Gone mental
Notes from my Black
Fall
I say this every change of season. I really like this season because of all these reasons. It may be that I prefer to wear lighter clothing, or that I really love fresh vegetables. I grow some vegetables every year. My lettuce has gone a little crazy and the tomatoes are going to be very abundant. Blueberries, not so much. Blackberries- probably enough to make some jelly, but I’ll probably eat them long before they come inside.
Today was full of activity. I just kept the momentum from yesterday and kept plugging away at the mental list of things I know I need to do. I’m the type that tackles the hardest thing first. Then everything else is easy in comparison… that’s how I work. I prefer it. I don’t always do it, but I try. It was a very hot and sticky day. I wore a swimsuit all day. It was a bit cooler than shorts. Most of what I needed to do was outside… but it was mid 90’s today. I don’t dig the hot hot. An old friend of mine lives in Arizona. I hear it’s like 115 there. Man that sucks for them.

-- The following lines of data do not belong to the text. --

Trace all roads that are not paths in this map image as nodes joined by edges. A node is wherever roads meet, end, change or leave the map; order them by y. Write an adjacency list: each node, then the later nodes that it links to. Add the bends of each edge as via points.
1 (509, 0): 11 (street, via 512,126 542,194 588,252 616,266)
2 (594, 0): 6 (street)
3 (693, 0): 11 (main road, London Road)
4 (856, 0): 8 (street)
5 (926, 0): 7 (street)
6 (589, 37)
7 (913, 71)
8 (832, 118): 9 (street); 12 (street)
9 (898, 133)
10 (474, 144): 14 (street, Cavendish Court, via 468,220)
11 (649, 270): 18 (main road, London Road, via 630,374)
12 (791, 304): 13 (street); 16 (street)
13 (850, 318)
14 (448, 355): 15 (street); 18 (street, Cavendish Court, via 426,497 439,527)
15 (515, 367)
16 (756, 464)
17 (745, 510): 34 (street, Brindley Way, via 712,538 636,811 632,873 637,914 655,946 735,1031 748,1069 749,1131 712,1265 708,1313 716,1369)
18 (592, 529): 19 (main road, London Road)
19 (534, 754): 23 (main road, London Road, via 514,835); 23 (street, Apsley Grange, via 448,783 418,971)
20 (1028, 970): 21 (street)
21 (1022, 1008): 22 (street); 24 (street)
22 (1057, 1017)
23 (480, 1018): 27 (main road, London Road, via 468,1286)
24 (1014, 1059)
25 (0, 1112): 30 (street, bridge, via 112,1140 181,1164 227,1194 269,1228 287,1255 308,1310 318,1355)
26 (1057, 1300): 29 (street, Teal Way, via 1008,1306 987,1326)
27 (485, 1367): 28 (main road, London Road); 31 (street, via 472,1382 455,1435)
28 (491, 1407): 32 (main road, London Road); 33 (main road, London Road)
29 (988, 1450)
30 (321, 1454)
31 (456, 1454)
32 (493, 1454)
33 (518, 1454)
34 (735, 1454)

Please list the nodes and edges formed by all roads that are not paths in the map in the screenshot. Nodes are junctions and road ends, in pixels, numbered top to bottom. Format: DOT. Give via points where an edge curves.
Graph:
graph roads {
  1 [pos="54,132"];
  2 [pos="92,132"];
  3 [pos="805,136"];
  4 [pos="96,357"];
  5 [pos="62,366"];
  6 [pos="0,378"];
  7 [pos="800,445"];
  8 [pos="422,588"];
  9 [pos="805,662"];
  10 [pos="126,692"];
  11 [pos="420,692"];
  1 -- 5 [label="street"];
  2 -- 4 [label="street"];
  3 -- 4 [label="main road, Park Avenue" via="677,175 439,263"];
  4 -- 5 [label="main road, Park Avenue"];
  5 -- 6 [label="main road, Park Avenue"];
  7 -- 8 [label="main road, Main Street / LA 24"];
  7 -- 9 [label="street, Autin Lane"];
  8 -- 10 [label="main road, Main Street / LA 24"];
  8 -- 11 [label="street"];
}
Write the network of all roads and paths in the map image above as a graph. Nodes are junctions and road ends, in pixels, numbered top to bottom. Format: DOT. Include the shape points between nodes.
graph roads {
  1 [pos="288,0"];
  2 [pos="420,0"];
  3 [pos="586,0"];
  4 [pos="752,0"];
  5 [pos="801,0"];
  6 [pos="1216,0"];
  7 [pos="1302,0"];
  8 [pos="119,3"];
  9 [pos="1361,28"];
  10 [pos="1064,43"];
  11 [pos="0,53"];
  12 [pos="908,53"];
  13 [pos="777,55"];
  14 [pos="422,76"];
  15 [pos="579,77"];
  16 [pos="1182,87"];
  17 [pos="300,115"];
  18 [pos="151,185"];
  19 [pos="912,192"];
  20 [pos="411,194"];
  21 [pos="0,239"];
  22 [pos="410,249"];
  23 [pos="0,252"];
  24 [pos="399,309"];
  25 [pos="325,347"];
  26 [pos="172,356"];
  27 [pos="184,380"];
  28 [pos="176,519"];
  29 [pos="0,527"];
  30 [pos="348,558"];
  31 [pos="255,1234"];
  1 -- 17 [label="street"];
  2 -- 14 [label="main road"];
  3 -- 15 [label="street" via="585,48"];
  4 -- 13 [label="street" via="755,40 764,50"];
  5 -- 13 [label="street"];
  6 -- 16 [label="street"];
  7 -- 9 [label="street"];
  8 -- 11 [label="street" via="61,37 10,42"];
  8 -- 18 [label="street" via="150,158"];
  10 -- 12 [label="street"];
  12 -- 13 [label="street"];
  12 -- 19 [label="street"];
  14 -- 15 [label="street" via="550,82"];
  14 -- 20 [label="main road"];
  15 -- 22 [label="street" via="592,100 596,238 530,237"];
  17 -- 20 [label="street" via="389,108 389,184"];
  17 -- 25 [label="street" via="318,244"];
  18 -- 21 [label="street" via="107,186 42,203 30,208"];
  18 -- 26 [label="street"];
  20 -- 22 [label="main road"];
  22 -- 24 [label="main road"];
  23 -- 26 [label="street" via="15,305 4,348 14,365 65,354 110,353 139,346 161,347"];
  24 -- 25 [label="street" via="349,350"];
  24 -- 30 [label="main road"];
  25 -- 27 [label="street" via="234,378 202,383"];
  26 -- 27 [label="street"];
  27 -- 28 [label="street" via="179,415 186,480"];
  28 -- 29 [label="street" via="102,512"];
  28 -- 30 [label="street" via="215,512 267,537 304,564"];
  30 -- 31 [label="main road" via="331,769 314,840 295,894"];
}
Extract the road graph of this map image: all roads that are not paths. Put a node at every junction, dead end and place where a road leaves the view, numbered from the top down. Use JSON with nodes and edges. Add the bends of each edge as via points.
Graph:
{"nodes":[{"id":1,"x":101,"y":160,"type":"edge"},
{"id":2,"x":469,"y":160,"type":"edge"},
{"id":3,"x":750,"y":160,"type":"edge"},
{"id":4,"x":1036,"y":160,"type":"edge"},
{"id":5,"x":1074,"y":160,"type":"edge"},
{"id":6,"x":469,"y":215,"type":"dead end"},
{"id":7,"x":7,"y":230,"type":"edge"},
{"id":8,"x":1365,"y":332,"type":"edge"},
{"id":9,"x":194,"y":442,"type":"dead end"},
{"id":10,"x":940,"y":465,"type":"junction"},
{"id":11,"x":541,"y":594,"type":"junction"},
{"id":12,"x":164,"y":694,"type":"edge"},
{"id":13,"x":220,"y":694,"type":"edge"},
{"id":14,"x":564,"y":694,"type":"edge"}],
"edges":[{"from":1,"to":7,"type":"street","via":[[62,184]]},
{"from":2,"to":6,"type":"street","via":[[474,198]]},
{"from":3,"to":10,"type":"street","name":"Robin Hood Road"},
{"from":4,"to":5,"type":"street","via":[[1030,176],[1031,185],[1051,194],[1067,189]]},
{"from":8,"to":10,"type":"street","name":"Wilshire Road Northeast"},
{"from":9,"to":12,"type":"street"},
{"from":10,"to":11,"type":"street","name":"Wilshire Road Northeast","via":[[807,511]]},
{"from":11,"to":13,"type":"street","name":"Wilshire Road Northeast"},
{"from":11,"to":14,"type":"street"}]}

I play this game at night. It’s a differences game. You find the 15 things that are different from one pic to the next. Tonight’s illustration was a fall scene. It made me wish for fall even though summer has barely begun. That was surprising to me that I kinda skipped summer and went right for the closing up of outdoor life and back to reclusive stretches.
People are wishing me well and I do appreciate it. Thank you. I’m not in a terrible mental place right now, but I don’t actually understand why I’m not finding joy or contentment.
I know this is scattered… it’s 11:45. The big question looming is? Do I stay up another 15 minutes and play Wordle, or do I attack it in the morning with a fresh mind?